Published:  06 January, 2016

The millennial generation's quest for authenticity and the experience of discovery will lead it back to the classic wine regions this year, Berry Bros & Rudd has claimed in its New Year predictions.

The widely reported quality of the 2015 harvest means that outstanding wines will be available at every price point for key regions such as the Rhône and Bordeaux, the team from the St James-based wine merchant said.

"The quality will be brilliant across the classic regions - likewise in Italy as well," said chief executive Dan Jago.

"I don't think it will bring people away from exploration of less well-known regions, but it should be a vintage where we are able to say to consumers: no matter what you buy, from top to bottom, you are going to get a great bottle of wine to drink.

Even entry-level wines taste like twice the price of a wine from an off vintage."

Millennials will have the opportunity to learn about the provenance and heritage of long-established regions they might otherwise have overlooked, suggested wine director Mark Pardoe MW.

"Investment in, and enthusiasm for, wine is cyclical," he said.

"When the press, the industry and consumers are able to get behind a vintage, as they will for 2015, then a new raft of wine-drinkers - in this case the millennials - will become enthused by it; they'll get 'bitten by the bug' and really understand what the classic wine regions have to offer."

The search for authenticity is something that will inevitably lead consumers back to the classics, Jago said.

"It is extremely difficult to create a story with any authenticity, longevity or credibility unless it is real," he said.

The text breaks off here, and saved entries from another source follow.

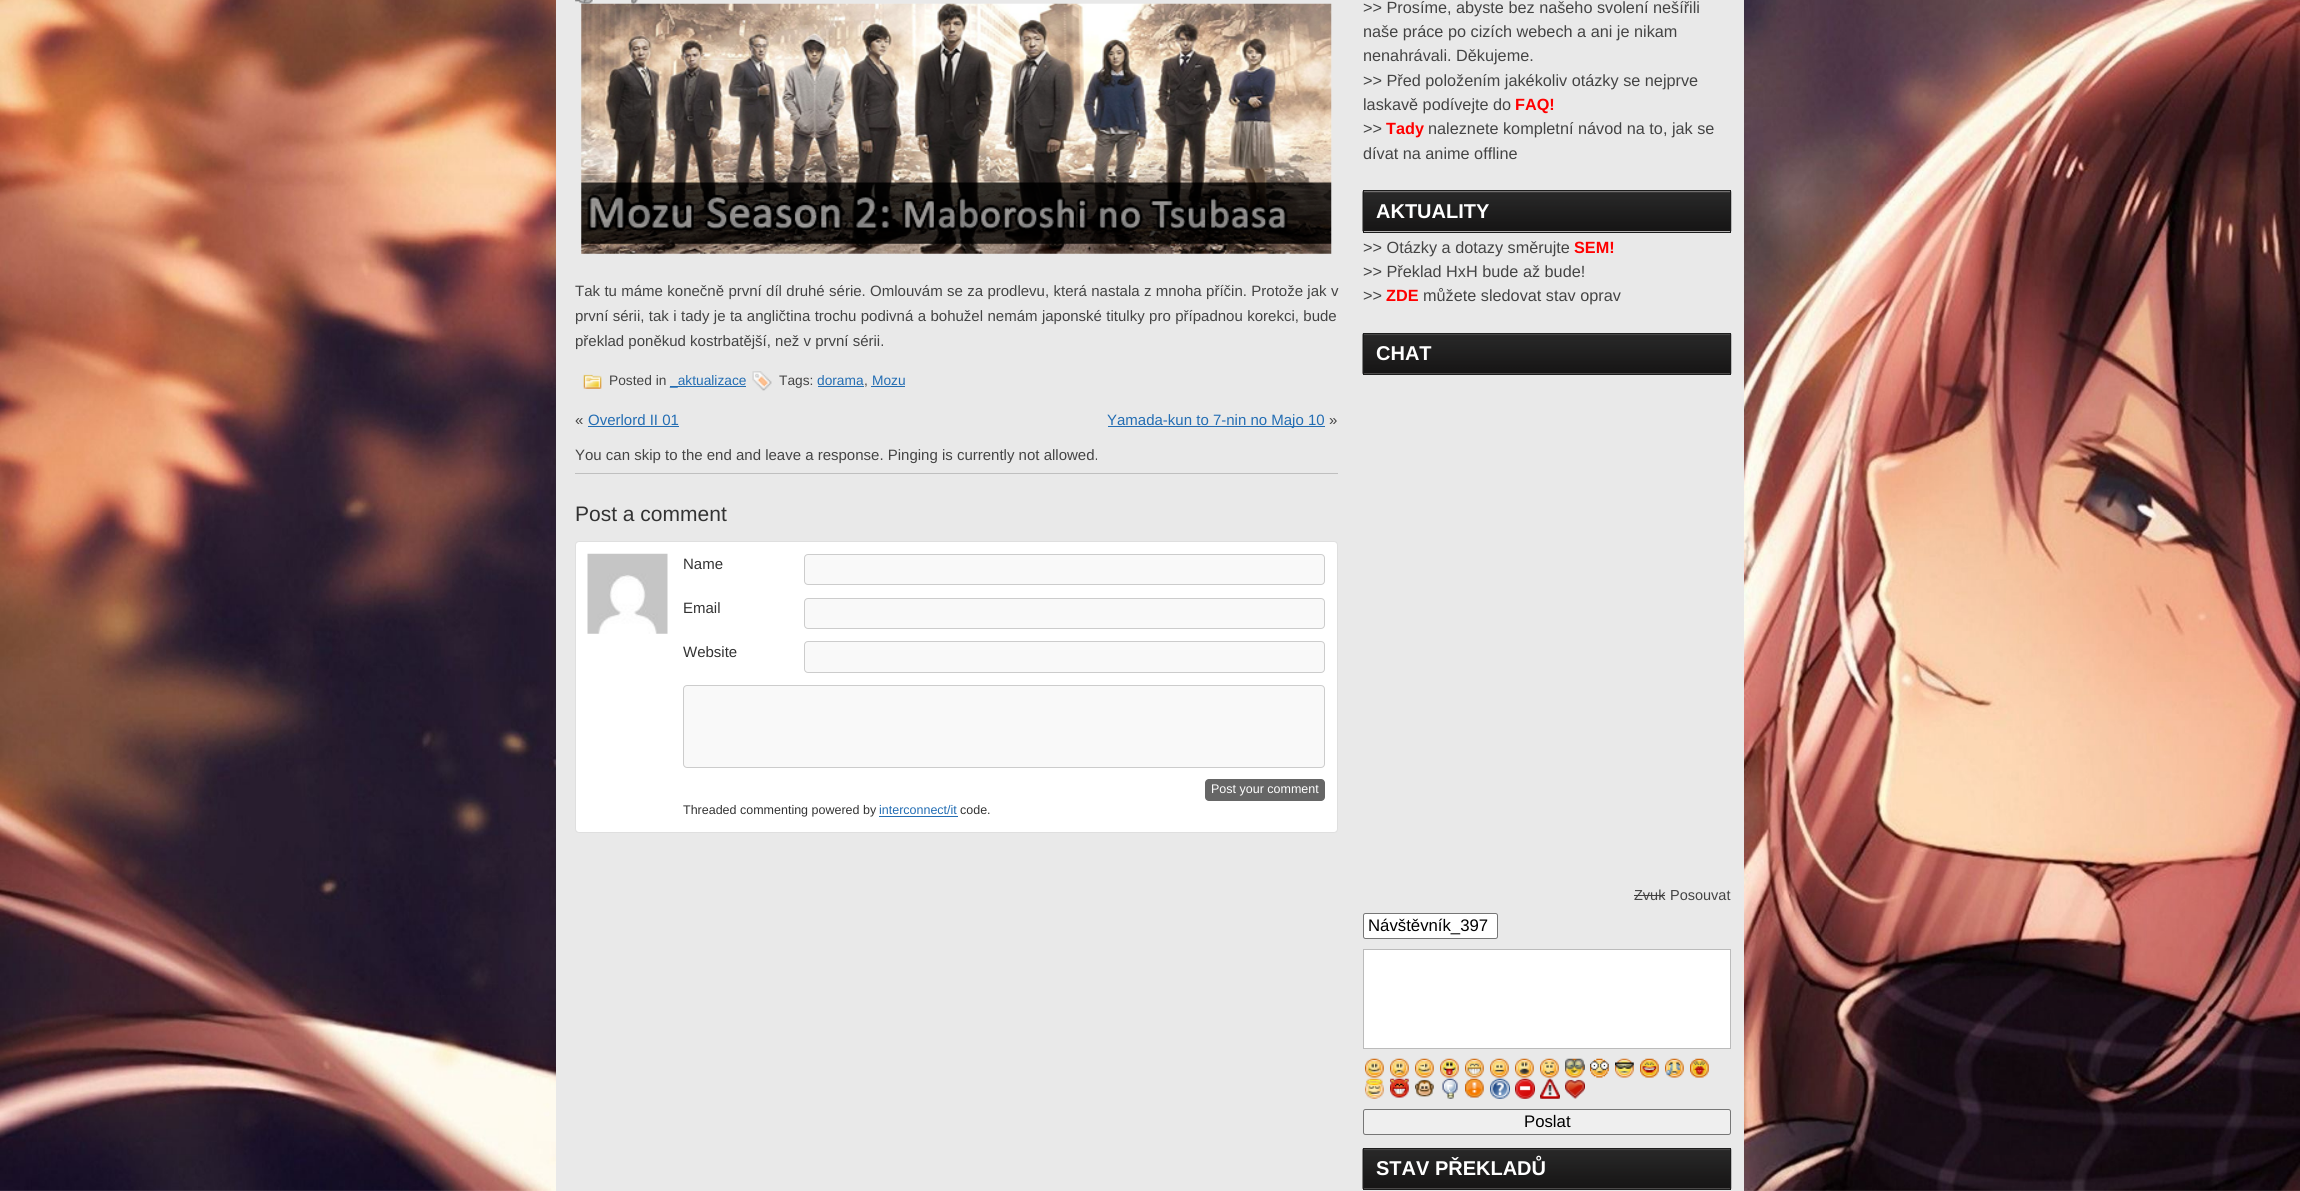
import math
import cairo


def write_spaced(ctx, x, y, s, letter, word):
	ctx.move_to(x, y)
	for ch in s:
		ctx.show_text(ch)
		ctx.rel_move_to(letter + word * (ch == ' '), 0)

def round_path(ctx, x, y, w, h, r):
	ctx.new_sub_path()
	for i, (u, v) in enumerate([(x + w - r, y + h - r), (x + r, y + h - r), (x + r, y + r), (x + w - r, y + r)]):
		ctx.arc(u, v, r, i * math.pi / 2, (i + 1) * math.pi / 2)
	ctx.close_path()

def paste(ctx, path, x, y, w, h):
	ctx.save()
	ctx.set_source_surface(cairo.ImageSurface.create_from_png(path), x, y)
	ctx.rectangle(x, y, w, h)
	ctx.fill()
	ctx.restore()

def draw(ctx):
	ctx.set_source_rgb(1, 1, 1)
	ctx.paint()
	paste(ctx, 'media/1.png', 0, 0, 2300, 1191)
	ctx.set_source_rgb(0.914, 0.914, 0.914)
	ctx.rectangle(556, 0, 1188, 1191)
	ctx.fill()
	ctx.set_source_rgb(0.749, 0.749, 0.749)
	ctx.rectangle(575, 473, 763, 1)
	ctx.fill()
	paste(ctx, 'media/2.png', 575, 0, 19, 4)
	paste(ctx, 'media/3.png', 630, 0, 8, 4)
	paste(ctx, 'media/4.png', 581, 3, 751, 251)
	ctx.select_font_face('Liberation Sans')
	ctx.set_font_size(15)
	ctx.set_source_rgb(0.267, 0.267, 0.267)
	write_spaced(ctx, 575, 296, 'Tak tu máme konečně první díl druhé série. Omlouvám se za prodlevu, která nastala z mnoha příčin. Protože jak v', 0, 0.2)
	write_spaced(ctx, 575, 321, 'první sérii, tak i tady je ta angličtina trochu podivná a bohužel nemám japonské titulky pro případnou korekci, bude', 0, 0.25)
	ctx.move_to(575, 346)
	ctx.show_text('překlad poněkud kostrbatější, než v první sérii.')
	paste(ctx, 'media/5.png', 583, 374, 19, 15)
	ctx.set_font_size(13.75)
	ctx.move_to(609, 385)
	ctx.show_text('Posted in')
	ctx.set_source_rgb(0.137, 0.427, 0.702)
	ctx.rectangle(670, 386, 76, 1)
	ctx.fill()
	ctx.move_to(670, 385)
	ctx.show_text('_aktualizace')
	paste(ctx, 'media/6.png', 752, 371, 20, 20)
	ctx.set_source_rgb(0.267, 0.267, 0.267)
	ctx.move_to(779, 385)
	ctx.show_text('Tags:')
	ctx.set_source_rgb(0.137, 0.427, 0.702)
	ctx.move_to(817, 385)
	ctx.show_text('dorama')
	ctx.rectangle(818, 386, 46, 1)
	ctx.fill()
	ctx.set_source_rgb(0.267, 0.267, 0.267)
	ctx.move_to(864, 385)
	ctx.show_text(',')
	ctx.set_source_rgb(0.137, 0.427, 0.702)
	ctx.move_to(872, 385)
	ctx.show_text('Mozu')
	ctx.rectangle(871, 386, 34, 1)
	ctx.fill()
	ctx.set_font_size(15)
	ctx.set_source_rgb(0.267, 0.267, 0.267)
	ctx.move_to(575, 425)
	ctx.show_text('«')
	ctx.set_source_rgb(0.137, 0.427, 0.702)
	ctx.move_to(588, 425)
	ctx.show_text('Overlord II 01')
	ctx.rectangle(588, 426, 91, 1)
	ctx.fill()
	ctx.rectangle(1108, 426, 217, 1)
	ctx.fill()
	ctx.move_to(1107, 425)
	ctx.show_text('Yamada-kun to 7-nin no Majo 10')
	ctx.set_source_rgb(0.267, 0.267, 0.267)
	ctx.move_to(1329, 425)
	ctx.show_text('»')
	ctx.move_to(575, 460)
	ctx.show_text('You can skip to the end and leave a response. Pinging is currently not allowed.')
	ctx.set_font_size(21)
	ctx.set_source_rgb(0.2, 0.2, 0.2)
	ctx.move_to(575, 521)
	ctx.show_text('Post a comment')
	ctx.set_source_rgb(1, 1, 1)
	round_path(ctx, 575.5, 541.5, 762, 291, 3.5)
	ctx.fill_preserve()
	ctx.set_source_rgb(0.875, 0.875, 0.875)
	ctx.set_line_width(1)
	ctx.stroke()
	paste(ctx, 'media/7.png', 587, 553, 81, 81)
	ctx.set_font_size(15)
	ctx.set_source_rgb(0.2, 0.2, 0.2)
	ctx.move_to(683, 569)
	ctx.show_text('Name')
	ctx.set_source_rgb(0.973, 0.973, 0.973)
	round_path(ctx, 804.5, 554.5, 520, 30, 3.5)
	ctx.fill_preserve()
	ctx.set_source_rgb(0.8, 0.8, 0.8)
	ctx.stroke()
	ctx.set_source_rgb(0.2, 0.2, 0.2)
	ctx.move_to(683, 613)
	ctx.show_text('Email')
	ctx.set_source_rgb(0.973, 0.973, 0.973)
	round_path(ctx, 804.5, 598.5, 520, 30, 3.5)
	ctx.fill_preserve()
	ctx.set_source_rgb(0.8, 0.8, 0.8)
	ctx.stroke()
	ctx.set_source_rgb(0.2, 0.2, 0.2)
	ctx.move_to(683, 657)
	ctx.show_text('Website')
	ctx.set_source_rgb(0.973, 0.973, 0.973)
	round_path(ctx, 804.5, 641.5, 520, 31, 3.5)
	ctx.fill_preserve()
	ctx.set_source_rgb(0.8, 0.8, 0.8)
	ctx.stroke()
	ctx.set_source_rgb(0.973, 0.973, 0.973)
	round_path(ctx, 683.5, 685.5, 641, 82, 3.5)
	ctx.fill_preserve()
	ctx.set_source_rgb(0.8, 0.8, 0.8)
	ctx.stroke()
	ctx.set_source_rgb(0.4, 0.4, 0.4)
	round_path(ctx, 1205, 779, 120, 22, 4)
	ctx.fill()
	ctx.set_font_size(12.5)
	ctx.set_source_rgb(1, 1, 1)
	ctx.move_to(1211, 793)
	ctx.show_text('Post your comment')
	ctx.set_source_rgb(0.2, 0.2, 0.2)
	ctx.move_to(683, 814)
	ctx.show_text('Threaded commenting powered by')
	ctx.set_source_rgb(0.137, 0.427, 0.702)
	ctx.move_to(879, 814)
	ctx.show_text('interconnect/it')
	ctx.rectangle(879, 816, 79, 1)
	ctx.fill()
	ctx.set_source_rgb(0.2, 0.2, 0.2)
	ctx.move_to(960, 814)
	ctx.show_text('code.')
	ctx.set_font_size(16.25)
	ctx.set_source_rgb(0.267, 0.267, 0.267)
	for x, y, s in [
		(1363, 13, '>> Prosíme, abyste bez našeho svolení nešířili'),
		(1363, 37, 'naše práce po cizích webech a ani je nikam'),
		(1363, 61, 'nenahrávali. Děkujeme.'),
		(1363, 86, '>> Před položením jakékoliv otázky se nejprve'),
		(1363, 110, 'laskavě podívejte do'),
	]:
		ctx.move_to(x, y)
		ctx.show_text(s)
	ctx.select_font_face('Liberation Sans', cairo.FONT_SLANT_NORMAL, cairo.FONT_WEIGHT_BOLD)
	ctx.set_source_rgb(1, 0, 0)
	ctx.move_to(1515, 110)
	ctx.show_text('FAQ!')
	ctx.select_font_face('Liberation Sans')
	ctx.set_source_rgb(0.267, 0.267, 0.267)
	ctx.move_to(1363, 134)
	ctx.show_text('>>')
	ctx.select_font_face('Liberation Sans', cairo.FONT_SLANT_NORMAL, cairo.FONT_WEIGHT_BOLD)
	ctx.set_source_rgb(1, 0, 0)
	ctx.move_to(1386, 134)
	ctx.show_text('Tady')
	ctx.select_font_face('Liberation Sans')
	ctx.set_source_rgb(0.267, 0.267, 0.267)
	ctx.move_to(1428, 134)
	ctx.show_text('naleznete kompletní návod na to, jak se')
	ctx.move_to(1363, 159)
	ctx.show_text('dívat na anime offline')
	paste(ctx, 'media/8.png', 1362, 191, 370, 41)
	ctx.rectangle(1363.5, 190.5, 367, 42)
	ctx.set_source_rgb(0.114, 0.114, 0.114)
	ctx.stroke()
	ctx.select_font_face('Liberation Sans', cairo.FONT_SLANT_NORMAL, cairo.FONT_WEIGHT_BOLD)
	ctx.set_font_size(20)
	ctx.set_source_rgb(1, 1, 1)
	ctx.move_to(1376, 218)
	ctx.show_text('AKTUALITY')
	ctx.select_font_face('Liberation Sans')
	ctx.set_font_size(16.25)
	ctx.set_source_rgb(0.267, 0.267, 0.267)
	ctx.move_to(1363, 253)
	ctx.show_text('>> Otázky a dotazy směrujte')
	ctx.select_font_face('Liberation Sans', cairo.FONT_SLANT_NORMAL, cairo.FONT_WEIGHT_BOLD)
	ctx.set_source_rgb(1, 0, 0)
	ctx.move_to(1574, 253)
	ctx.show_text('SEM!')
	ctx.select_font_face('Liberation Sans')
	ctx.set_source_rgb(0.267, 0.267, 0.267)
	ctx.move_to(1363, 277)
	ctx.show_text('>> Překlad HxH bude až bude!')
	ctx.move_to(1363, 301)
	ctx.show_text('>>')
	ctx.select_font_face('Liberation Sans', cairo.FONT_SLANT_NORMAL, cairo.FONT_WEIGHT_BOLD)
	ctx.set_source_rgb(1, 0, 0)
	ctx.move_to(1386, 301)
	ctx.show_text('ZDE')
	ctx.select_font_face('Liberation Sans')
	ctx.set_source_rgb(0.267, 0.267, 0.267)
	ctx.move_to(1423, 301)
	ctx.show_text('můžete sledovat stav oprav')
	paste(ctx, 'media/9.png', 1362, 333, 370, 41)
	ctx.rectangle(1363.5, 333.5, 367, 41)
	ctx.set_source_rgb(0.114, 0.114, 0.114)
	ctx.stroke()
	ctx.select_font_face('Liberation Sans', cairo.FONT_SLANT_NORMAL, cairo.FONT_WEIGHT_BOLD)
	ctx.set_font_size(20)
	ctx.set_source_rgb(1, 1, 1)
	ctx.move_to(1376, 360)
	ctx.show_text('CHAT')
	ctx.select_font_face('Liberation Sans')
	ctx.set_font_size(14.5)
	ctx.set_source_rgb(0.267, 0.267, 0.267)
	ctx.move_to(1634, 900)
	ctx.show_text('Zvuk')
	ctx.set_source_rgb(0.255, 0.251, 0.251)
	ctx.rectangle(1634, 895, 31, 1)
	ctx.fill()
	ctx.set_source_rgb(0.267, 0.267, 0.267)
	ctx.move_to(1670, 900)
	ctx.show_text('Posouvat')
	ctx.set_source_rgb(1, 1, 1)
	round_path(ctx, 1363.5, 913.5, 134, 25, 2)
	ctx.fill_preserve()
	ctx.set_source_rgb(0.463, 0.463, 0.463)
	ctx.stroke()
	ctx.set_font_size(16.75)
	ctx.set_source_rgb(0, 0, 0)
	ctx.move_to(1368, 931)
	ctx.show_text('Návštěvník_397')
	ctx.set_source_rgb(1, 1, 1)
	ctx.rectangle(1363.5, 949.5, 367, 99)
	ctx.fill_preserve()
	ctx.set_source_rgb(0.733, 0.733, 0.733)
	ctx.stroke()
	paste(ctx, 'media/10.png', 1365, 1058, 19, 20)
	paste(ctx, 'media/11.png', 1390, 1058, 19, 20)
	paste(ctx, 'media/12.png', 1415, 1058, 19, 20)
	paste(ctx, 'media/13.png', 1440, 1058, 19, 20)
	paste(ctx, 'media/14.png', 1465, 1058, 19, 20)
	paste(ctx, 'media/15.png', 1490, 1058, 19, 20)
	paste(ctx, 'media/16.png', 1515, 1058, 19, 20)
	paste(ctx, 'media/17.png', 1540, 1058, 19, 20)
	paste(ctx, 'media/18.png', 1565, 1058, 20, 20)
	paste(ctx, 'media/19.png', 1590, 1058, 19, 20)
	paste(ctx, 'media/20.png', 1615, 1058, 19, 20)
	paste(ctx, 'media/21.png', 1640, 1058, 19, 20)
	paste(ctx, 'media/22.png', 1665, 1058, 19, 20)
	paste(ctx, 'media/23.png', 1690, 1058, 19, 20)
	paste(ctx, 'media/24.png', 1365, 1078, 19, 21)
	paste(ctx, 'media/25.png', 1390, 1078, 19, 20)
	paste(ctx, 'media/26.png', 1415, 1079, 19, 18)
	paste(ctx, 'media/27.png', 1442, 1078, 16, 21)
	paste(ctx, 'media/28.png', 1465, 1078, 19, 20)
	paste(ctx, 'media/29.png', 1490, 1078, 20, 21)
	paste(ctx, 'media/30.png', 1515, 1078, 20, 21)
	paste(ctx, 'media/31.png', 1540, 1078, 20, 21)
	paste(ctx, 'media/32.png', 1565, 1079, 20, 20)
	ctx.set_source_rgb(0.937, 0.937, 0.937)
	round_path(ctx, 1363.5, 1109.5, 367, 25, 2)
	ctx.fill_preserve()
	ctx.set_source_rgb(0.463, 0.463, 0.463)
	ctx.stroke()
	ctx.set_source_rgb(0, 0, 0)
	ctx.move_to(1524, 1127)
	ctx.show_text('Poslat')
	paste(ctx, 'media/33.png', 1362, 1148, 370, 41)
	ctx.rectangle(1363.5, 1148.5, 367, 41)
	ctx.set_source_rgb(0.114, 0.114, 0.114)
	ctx.stroke()
	ctx.select_font_face('Liberation Sans', cairo.FONT_SLANT_NORMAL, cairo.FONT_WEIGHT_BOLD)
	ctx.set_font_size(20)
	ctx.set_source_rgb(1, 1, 1)
	ctx.move_to(1376, 1175)
	ctx.show_text('STAV PŘEKLADŮ')


surface = cairo.ImageSurface(cairo.FORMAT_RGB24, 2300, 1191)
ctx = cairo.Context(surface)
options = cairo.FontOptions()
options.set_hint_metrics(cairo.HINT_METRICS_OFF)
options.set_hint_style(cairo.HINT_STYLE_NONE)
ctx.set_font_options(options)
ctx.set_miter_limit(4)
draw(ctx)
surface.write_to_png('image.png')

"We've seen enough now in modern retail and modern brand management that people who haven't got something genuine to stand behind find it very difficult to create a story.

"Millennials understand and trust heritage and history and are smart enough to tell whether a story is credible or not."

The company is also predicting that natural wines will soon hit a commercial ceiling - and for related reasons.

"Low-intervention wines will continue to be desirable, but consumers will also look for wines that give a sense of place rather than hiding the terroir through poor winemaking," said Geordie Willis, BBR's creative director.

John Hutton, from BBR's wholesale arm, FMV, added: "A sense of place - terroir - is what defines a good wine. If you lose this, as you inevitably do in natural wine, you lose the wine's most important quality."

The millennials' characteristic open-mindedness is reflected across the marketplace, the team said, with the growing use of wines-by-the-glass systems such as Enomatic and Coravin in the on-trade fuelling their thirst for discovery.

And that open-mindedness can only help the acceptance of English sparkling wines, Jago said.

"English Sparkling is within a whisper - by which I mean the next two years or so - of being taken just as seriously as Champagne."